Why is breathlessness a symptom of angina? Is it because the heart has to work harder to supply the body with oxygen or because the body is not receiving enough oxygen so the lungs work harder?
- Luke SkywalkerLv 61 decade agoFavorite Answer
Breathlessness occurs because the whole body has a "demand level" of oxygen which the brain (via the heart and lungs) has to meet.
In healthy people the brain makes the heart beat at the right rate, and the breathing at the right rate too, but also the DEPTH of each breath, and this makes "supply" equal to "demand".
But when your heart is in trouble (such as is the case when its arteries are blocked, - or its valves leaking) then it can't supply a great enough RATE OF BLOOD-FLOW for itself and all the other organs, - simply because its efficiency is lowered. So the brain has to compensate for this by increasing the concentration of oxygen in the blood.
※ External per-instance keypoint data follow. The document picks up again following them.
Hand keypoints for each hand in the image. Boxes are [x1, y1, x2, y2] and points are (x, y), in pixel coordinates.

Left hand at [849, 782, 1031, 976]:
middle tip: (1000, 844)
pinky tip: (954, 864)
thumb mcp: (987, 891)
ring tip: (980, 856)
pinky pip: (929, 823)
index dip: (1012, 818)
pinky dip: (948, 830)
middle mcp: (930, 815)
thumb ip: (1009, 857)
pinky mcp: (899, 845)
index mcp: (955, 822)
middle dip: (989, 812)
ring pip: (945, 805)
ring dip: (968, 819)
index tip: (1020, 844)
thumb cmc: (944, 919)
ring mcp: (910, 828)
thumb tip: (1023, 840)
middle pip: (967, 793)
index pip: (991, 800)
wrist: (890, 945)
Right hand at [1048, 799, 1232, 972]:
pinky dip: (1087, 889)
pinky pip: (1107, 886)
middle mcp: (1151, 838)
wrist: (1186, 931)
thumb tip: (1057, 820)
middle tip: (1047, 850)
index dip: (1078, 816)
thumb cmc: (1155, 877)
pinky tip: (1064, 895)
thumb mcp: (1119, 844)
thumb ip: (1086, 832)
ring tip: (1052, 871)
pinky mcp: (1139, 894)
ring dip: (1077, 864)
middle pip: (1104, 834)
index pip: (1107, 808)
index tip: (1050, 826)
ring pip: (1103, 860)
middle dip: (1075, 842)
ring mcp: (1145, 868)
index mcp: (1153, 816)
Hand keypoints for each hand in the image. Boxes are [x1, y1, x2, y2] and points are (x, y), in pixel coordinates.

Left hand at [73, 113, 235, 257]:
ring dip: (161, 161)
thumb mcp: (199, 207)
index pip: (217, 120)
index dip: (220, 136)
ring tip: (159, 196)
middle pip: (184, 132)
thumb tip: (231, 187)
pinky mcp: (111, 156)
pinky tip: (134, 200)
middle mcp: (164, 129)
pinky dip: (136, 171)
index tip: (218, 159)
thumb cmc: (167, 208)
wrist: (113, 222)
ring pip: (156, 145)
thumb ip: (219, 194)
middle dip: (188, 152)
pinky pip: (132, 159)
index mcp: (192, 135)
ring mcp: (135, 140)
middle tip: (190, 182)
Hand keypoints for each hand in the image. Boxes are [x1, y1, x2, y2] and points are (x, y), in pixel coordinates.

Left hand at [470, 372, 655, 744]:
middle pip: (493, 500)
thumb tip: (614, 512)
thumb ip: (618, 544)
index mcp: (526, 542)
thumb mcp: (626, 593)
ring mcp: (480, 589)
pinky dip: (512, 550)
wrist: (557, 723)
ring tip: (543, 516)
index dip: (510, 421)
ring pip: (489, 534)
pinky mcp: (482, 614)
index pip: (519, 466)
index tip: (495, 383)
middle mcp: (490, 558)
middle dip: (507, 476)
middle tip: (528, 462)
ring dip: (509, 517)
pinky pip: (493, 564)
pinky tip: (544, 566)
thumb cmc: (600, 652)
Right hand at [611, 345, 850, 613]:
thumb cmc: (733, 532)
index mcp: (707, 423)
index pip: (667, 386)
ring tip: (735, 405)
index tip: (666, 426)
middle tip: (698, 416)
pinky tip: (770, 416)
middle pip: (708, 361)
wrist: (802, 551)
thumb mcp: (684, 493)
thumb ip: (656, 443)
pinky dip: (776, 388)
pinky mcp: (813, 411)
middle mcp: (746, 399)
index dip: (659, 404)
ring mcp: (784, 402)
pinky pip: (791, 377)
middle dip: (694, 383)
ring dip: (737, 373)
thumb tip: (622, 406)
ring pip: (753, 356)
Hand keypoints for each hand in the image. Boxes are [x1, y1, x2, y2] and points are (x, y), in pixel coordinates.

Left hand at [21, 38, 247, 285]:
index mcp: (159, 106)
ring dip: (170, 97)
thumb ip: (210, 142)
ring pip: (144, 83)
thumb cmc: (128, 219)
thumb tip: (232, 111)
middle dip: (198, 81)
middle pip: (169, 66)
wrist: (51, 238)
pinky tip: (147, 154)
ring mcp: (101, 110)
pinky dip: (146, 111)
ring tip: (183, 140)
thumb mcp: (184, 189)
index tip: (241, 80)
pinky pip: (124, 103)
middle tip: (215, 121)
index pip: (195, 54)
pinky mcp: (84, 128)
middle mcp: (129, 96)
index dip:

It does this by making you breathe faster and deeper to get more oxygen dissolved into the content of what blood IS circulating. It does its best, and the organs (including your heart) just about 'get by' -if you're lucky. If they don't,....... you die, probably by a heart attack.
It's the having to breathing faster and deeper that constitutes the breathlessness and "can't get my breath" feeling.
The angina, incidentally, comes from the heart itself not getting enough oxygen to its own muscles. It (the heart) hasn't got any pain transmitters, so the distress is 'felt' by the pain sensors and transmitters left over from early Human days.Source(s): Cardiovascular Physicist
- Anonymous1 decade ago
Because it is hard to breath. The expansion of the chest causes pressure and lots of pain which leads to breathlessness.Source(s): Angina sufferer.